Tuesday, November 18, 2008

DTN

Traditionally network protocols have been designed with assumptions about delay and loss not being excessive and an end-to-end path more often than not exists. DTNs violate these assumptions and the authors give a list of example scenarios in the genre of mobile ad hoc networks. My doubts about DTNs "becoming important" persist - the scenarios listed here seem outlandish and I am not convinced these are becoming prevalant or will ever. This reminds me of the din surrounding the work on MANETs...all exciting research problems but (I apologize) contrived scenarios. The standard approach of using a special proxy/gateway to connect to these networks along with specialized protocols internally seems to be more than enough. Their argument about not being able to use these networks as "transit" doesn't seem to convince me. Don't get me wrong - I totally understand that the problem is immensely challenging in the context where these networks operate. Anyways, let's read on...

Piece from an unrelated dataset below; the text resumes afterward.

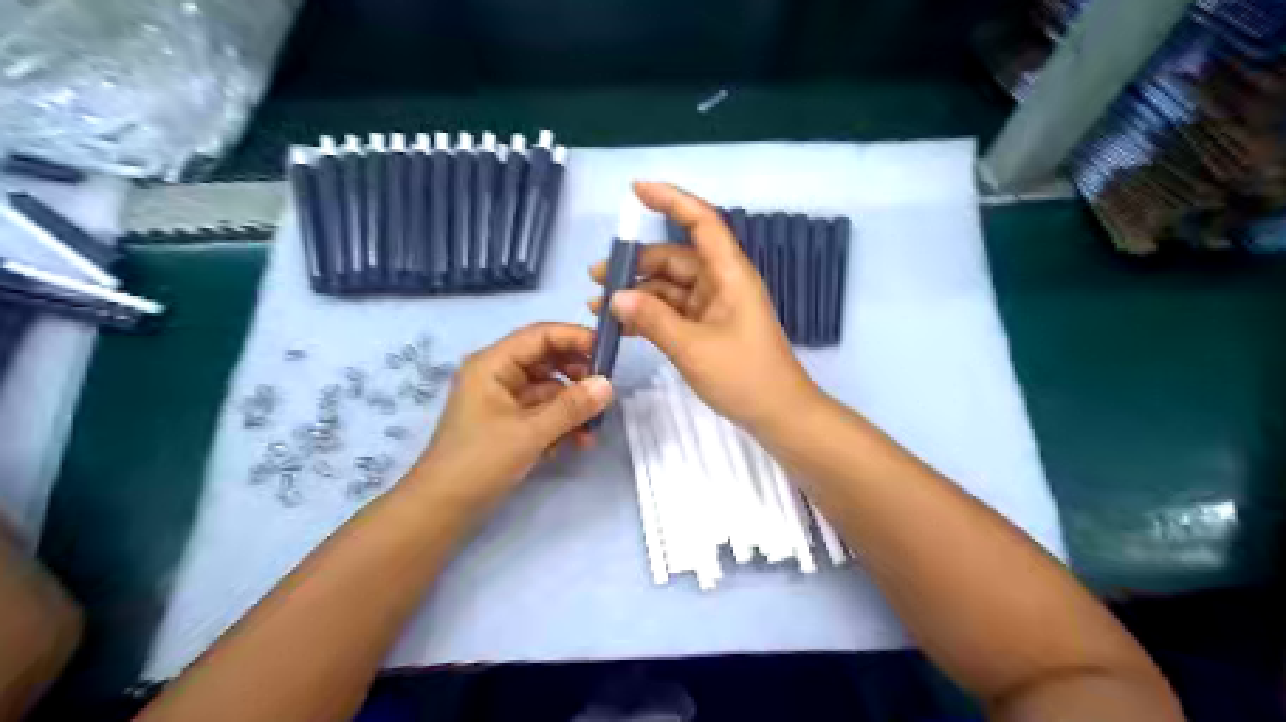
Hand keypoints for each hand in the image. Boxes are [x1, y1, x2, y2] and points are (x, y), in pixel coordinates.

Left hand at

The paper does a good job of listing the challenges DTNs pose and how they are markedly different from traditional networks. This paper was published in 2003 and I am not sure if there was enough of deployments and data, but I would have loved to see some data to back their challenges - what are the communication patterns, how often, how many bytes etc.

Their architecture is pretty solid and their naming and forwarding schemes are nice. The best thing seems to be that this is entirely generic but then it really isn't optimized to any network. And my guess is that the moment you start optimizing it for different scenarios, we will end up at a state not too different from where we are now!

This is a good overview paper laying down a nice framework with all the possible issues (though sometimes it goes overboard, e.g., with security - now that clearly is totally unnecessary in these settings!). But I don't think this paper finds a place in a class teaching networking fundamentals.